▸ About this task
If a line of the entries below includes the word "highway", it counts; state the total and nothing further.

Collected data:

----------------------------------------

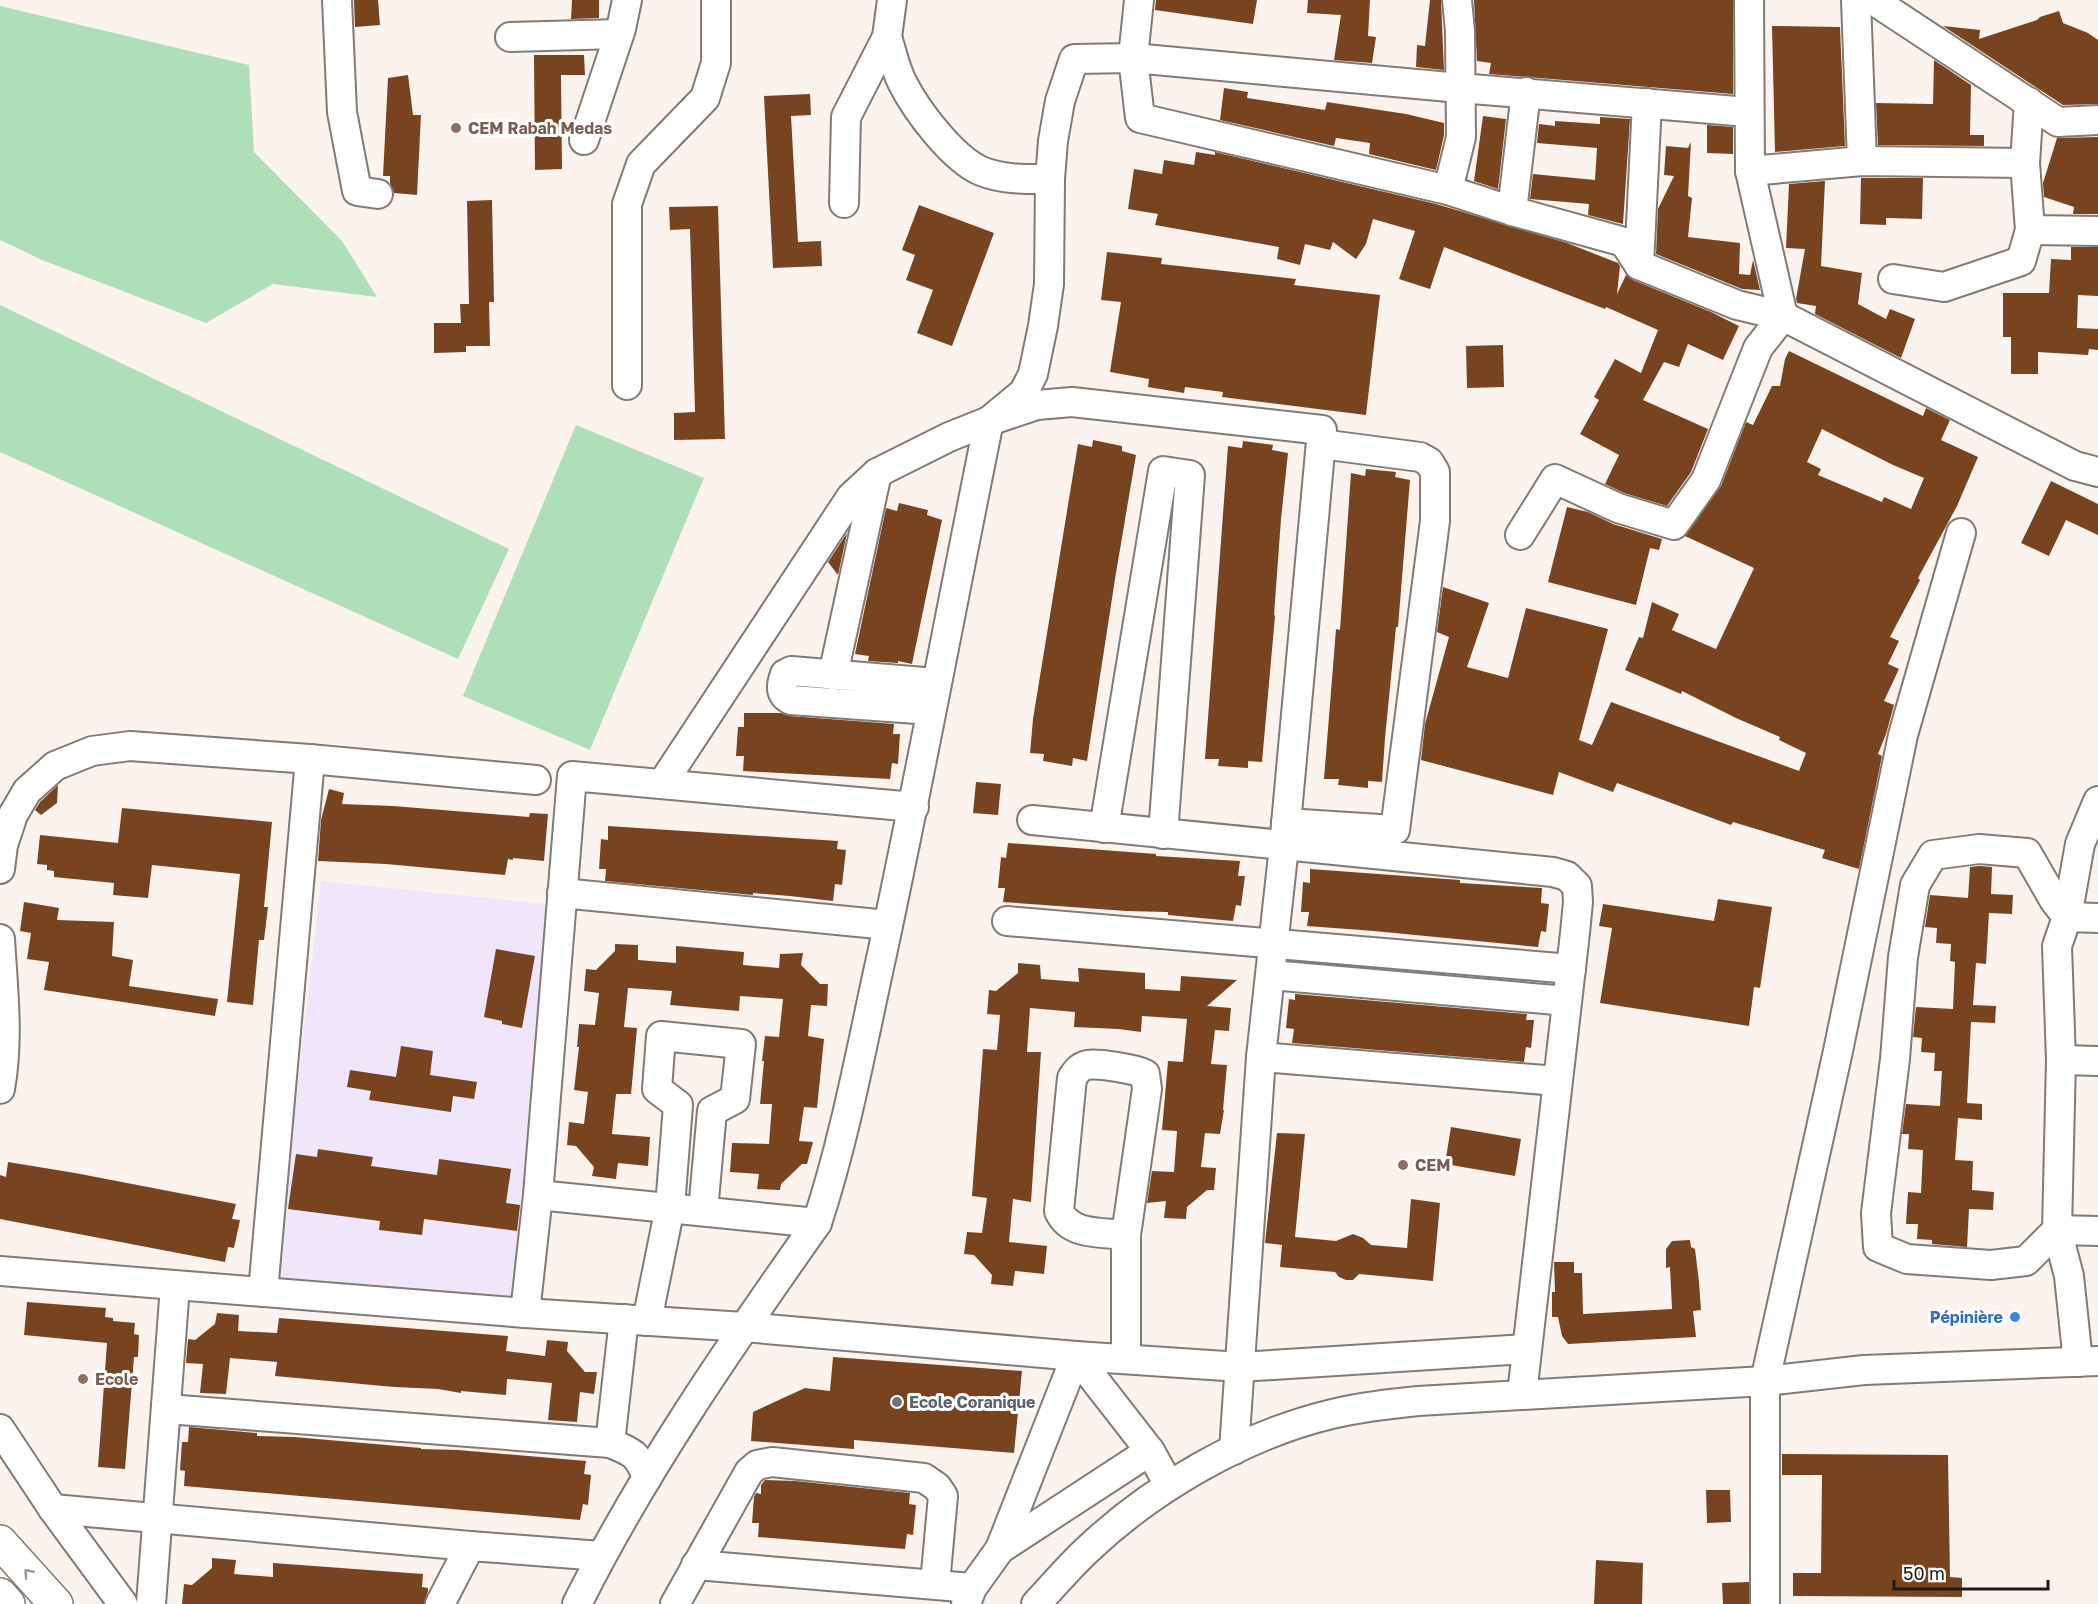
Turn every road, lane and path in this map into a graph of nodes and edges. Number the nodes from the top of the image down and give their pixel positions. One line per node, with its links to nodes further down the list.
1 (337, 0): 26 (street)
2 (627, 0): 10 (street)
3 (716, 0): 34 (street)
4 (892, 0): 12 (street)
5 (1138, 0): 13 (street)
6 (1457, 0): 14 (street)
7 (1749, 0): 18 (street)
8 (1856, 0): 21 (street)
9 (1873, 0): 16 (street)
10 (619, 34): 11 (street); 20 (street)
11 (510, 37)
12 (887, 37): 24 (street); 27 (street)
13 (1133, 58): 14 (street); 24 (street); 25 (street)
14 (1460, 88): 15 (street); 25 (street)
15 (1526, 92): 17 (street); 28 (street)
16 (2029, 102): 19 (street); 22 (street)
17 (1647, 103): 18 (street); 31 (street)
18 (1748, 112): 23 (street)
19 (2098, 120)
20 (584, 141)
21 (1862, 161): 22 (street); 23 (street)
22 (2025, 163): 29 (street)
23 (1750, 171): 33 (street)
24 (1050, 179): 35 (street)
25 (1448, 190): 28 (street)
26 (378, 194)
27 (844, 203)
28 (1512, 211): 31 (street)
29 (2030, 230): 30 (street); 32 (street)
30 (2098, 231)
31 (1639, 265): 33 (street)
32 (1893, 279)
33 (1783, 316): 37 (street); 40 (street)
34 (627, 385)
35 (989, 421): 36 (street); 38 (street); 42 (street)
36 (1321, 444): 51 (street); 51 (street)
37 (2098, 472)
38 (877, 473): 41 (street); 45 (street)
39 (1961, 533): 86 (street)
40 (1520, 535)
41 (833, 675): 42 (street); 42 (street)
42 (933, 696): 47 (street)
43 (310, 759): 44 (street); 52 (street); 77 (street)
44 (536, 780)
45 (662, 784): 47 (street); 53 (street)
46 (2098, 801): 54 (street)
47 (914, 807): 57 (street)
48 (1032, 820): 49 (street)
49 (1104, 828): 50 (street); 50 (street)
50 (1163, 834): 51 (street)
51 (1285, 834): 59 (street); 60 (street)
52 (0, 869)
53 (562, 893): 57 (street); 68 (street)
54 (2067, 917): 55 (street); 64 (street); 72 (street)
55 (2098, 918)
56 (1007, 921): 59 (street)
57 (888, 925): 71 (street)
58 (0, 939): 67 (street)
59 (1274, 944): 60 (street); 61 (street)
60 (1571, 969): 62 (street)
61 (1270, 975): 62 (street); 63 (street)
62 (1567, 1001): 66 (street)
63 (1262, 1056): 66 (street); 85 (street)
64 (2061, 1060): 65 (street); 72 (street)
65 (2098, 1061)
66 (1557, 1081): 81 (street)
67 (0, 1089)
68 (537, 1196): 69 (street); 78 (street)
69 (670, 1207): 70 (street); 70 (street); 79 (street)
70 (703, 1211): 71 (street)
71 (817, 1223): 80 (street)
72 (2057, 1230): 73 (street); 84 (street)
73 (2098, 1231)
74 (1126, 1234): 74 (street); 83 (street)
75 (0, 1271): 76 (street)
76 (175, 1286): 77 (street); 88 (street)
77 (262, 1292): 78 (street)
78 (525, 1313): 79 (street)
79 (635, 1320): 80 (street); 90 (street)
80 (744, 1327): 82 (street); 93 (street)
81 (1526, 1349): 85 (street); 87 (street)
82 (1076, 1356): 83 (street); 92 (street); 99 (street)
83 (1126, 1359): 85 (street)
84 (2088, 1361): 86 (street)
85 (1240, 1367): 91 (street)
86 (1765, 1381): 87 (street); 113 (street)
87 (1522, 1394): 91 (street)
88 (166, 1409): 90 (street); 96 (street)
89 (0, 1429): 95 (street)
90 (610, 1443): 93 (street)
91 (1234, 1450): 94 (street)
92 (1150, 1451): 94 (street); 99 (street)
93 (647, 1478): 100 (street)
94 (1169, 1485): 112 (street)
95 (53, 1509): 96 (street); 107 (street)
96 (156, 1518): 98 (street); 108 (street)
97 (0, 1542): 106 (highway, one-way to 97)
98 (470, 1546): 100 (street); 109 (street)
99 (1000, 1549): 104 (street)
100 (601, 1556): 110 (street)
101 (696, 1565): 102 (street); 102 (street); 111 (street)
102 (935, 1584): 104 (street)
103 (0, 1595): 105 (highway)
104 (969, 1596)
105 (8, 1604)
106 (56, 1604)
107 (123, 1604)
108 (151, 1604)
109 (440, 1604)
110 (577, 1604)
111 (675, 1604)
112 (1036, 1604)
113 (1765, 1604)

----------------------------------------

▸ Response to this task
2